I've written a function to test if a given path is a valid Maildir directory (standard Maildir has the three subfolders "cur" "new" and "tmp" ). Function takes in the supposed directory, checks for those subfolders, and returns appropriately.
I'm getting a segfault at the second free statement with the current code, and I similarly got an "invalid next size" error with code of slightly different organization. Even more confusing, it only segfaults on some directories, while successfully completing on others, with no discernible reason (though it is consistent on which ones it will segfault on). With the second free() commented out, all accurately-formatted directories complete successfully.
Obviously I'm double-freeing. My question is, why and how? If the first free is inside the conditional statement and we return immediately after freeing, we never get to the second free. If we get to the second free, that means we skipped the first one... right?
I realize in this context it's perfectly fine because the system will reclaim the memory at the end of the program, but I'm more interested in the reason this is happening than in just making the code work. What if I were looking at a different situation, functions called by functions called by functions etc. and memory could possibly be a concern? Don't I need that 2nd free to reclaim memory?
int is_valid_folder(char* maildir)
{
struct stat *buf;
buf = (struct stat *) malloc(sizeof(struct stat));
char* new = strdup(maildir);
char* cur = strdup(maildir);
char* tmp = strdup(maildir);
strcat (cur, "/cur"); strcat (new, "/new"); strcat (tmp, "/tmp");
if(stat(cur, buf) || stat(tmp, buf) || stat(new, buf))
{
printf("Problem stat-ing one of the cur/new/tmp folders\n");
printf("Error number %d\n", errno);
free(buf);
return 1;
}
free(buf);
return 0; //a valid folder path for this function
}
You have several buffer overflows: strdup() probably allocates a char array that is just large enough to hold the maildir string, and the calls to strcat() will then overflow the arrays. (strcat(), as opposed to strdup(), does not create a new char array, so you must ensure yourself that the array you give it is large enough to hold the resulting string.)

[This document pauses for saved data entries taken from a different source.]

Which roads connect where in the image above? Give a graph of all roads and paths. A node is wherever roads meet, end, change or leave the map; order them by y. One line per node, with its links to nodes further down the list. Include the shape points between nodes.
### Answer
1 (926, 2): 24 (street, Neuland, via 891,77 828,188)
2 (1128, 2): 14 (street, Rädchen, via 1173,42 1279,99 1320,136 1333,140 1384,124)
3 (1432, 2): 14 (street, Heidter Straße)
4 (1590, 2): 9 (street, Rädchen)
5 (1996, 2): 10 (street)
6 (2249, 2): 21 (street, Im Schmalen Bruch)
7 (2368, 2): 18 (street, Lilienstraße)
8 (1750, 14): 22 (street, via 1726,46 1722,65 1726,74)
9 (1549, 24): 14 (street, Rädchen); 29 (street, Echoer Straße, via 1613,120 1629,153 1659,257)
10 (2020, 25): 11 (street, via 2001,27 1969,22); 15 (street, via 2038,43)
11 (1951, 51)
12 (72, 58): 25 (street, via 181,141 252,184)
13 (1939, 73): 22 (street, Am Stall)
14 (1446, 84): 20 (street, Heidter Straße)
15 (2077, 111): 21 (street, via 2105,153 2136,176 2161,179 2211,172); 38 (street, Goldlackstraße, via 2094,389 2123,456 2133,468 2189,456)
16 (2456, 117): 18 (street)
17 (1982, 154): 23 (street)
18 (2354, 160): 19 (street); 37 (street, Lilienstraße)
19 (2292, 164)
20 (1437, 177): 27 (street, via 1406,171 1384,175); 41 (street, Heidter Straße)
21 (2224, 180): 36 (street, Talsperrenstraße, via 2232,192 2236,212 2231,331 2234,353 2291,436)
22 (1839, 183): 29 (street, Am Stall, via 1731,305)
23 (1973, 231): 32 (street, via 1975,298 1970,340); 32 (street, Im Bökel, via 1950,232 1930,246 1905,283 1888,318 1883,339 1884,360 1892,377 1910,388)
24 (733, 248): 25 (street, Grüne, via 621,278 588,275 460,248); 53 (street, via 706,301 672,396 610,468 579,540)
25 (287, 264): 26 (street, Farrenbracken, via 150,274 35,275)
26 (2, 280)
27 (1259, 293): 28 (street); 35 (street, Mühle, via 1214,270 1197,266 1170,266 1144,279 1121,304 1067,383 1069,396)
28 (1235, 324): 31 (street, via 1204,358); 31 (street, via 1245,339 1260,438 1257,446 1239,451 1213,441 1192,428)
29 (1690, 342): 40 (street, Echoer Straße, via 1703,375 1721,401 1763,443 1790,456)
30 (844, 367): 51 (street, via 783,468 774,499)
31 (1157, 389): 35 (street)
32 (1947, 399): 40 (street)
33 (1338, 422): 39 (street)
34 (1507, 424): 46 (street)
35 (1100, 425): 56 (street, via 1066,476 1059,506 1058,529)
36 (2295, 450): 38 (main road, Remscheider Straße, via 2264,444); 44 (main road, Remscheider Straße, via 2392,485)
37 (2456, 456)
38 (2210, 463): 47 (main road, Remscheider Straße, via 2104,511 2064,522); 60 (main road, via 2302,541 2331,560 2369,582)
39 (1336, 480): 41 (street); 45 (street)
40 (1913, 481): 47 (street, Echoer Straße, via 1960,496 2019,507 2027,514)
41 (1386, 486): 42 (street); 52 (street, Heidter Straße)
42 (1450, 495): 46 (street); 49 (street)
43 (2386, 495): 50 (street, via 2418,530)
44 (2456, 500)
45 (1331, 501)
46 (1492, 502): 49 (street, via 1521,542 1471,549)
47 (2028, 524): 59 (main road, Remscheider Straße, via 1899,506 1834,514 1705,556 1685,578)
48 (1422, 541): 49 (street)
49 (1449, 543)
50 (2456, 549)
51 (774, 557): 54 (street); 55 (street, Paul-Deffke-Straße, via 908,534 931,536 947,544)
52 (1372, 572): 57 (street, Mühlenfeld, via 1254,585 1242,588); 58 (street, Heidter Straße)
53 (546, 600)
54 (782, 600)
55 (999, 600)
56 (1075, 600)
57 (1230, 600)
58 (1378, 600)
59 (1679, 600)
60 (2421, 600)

By the way, valgrind is your friend when it comes to tracking down memory management bugs.
There's not enough space in the duplicate strings for the concatenation.
try:
char* new = (char*)calloc(strlen(maildir) + 5);
etc
I know you got it, but just as a tip... (too big for a comment)
Check the return value of strdup() for NULL and free() those pointers when you are done with them. If you don't memory will leak (it is leaking in your current code).
The strdup() function shall return a pointer to a new string, which is a duplicate of the string pointed to by s1. The returned pointer can be passed to free(). A null pointer is returned if the new string cannot be created.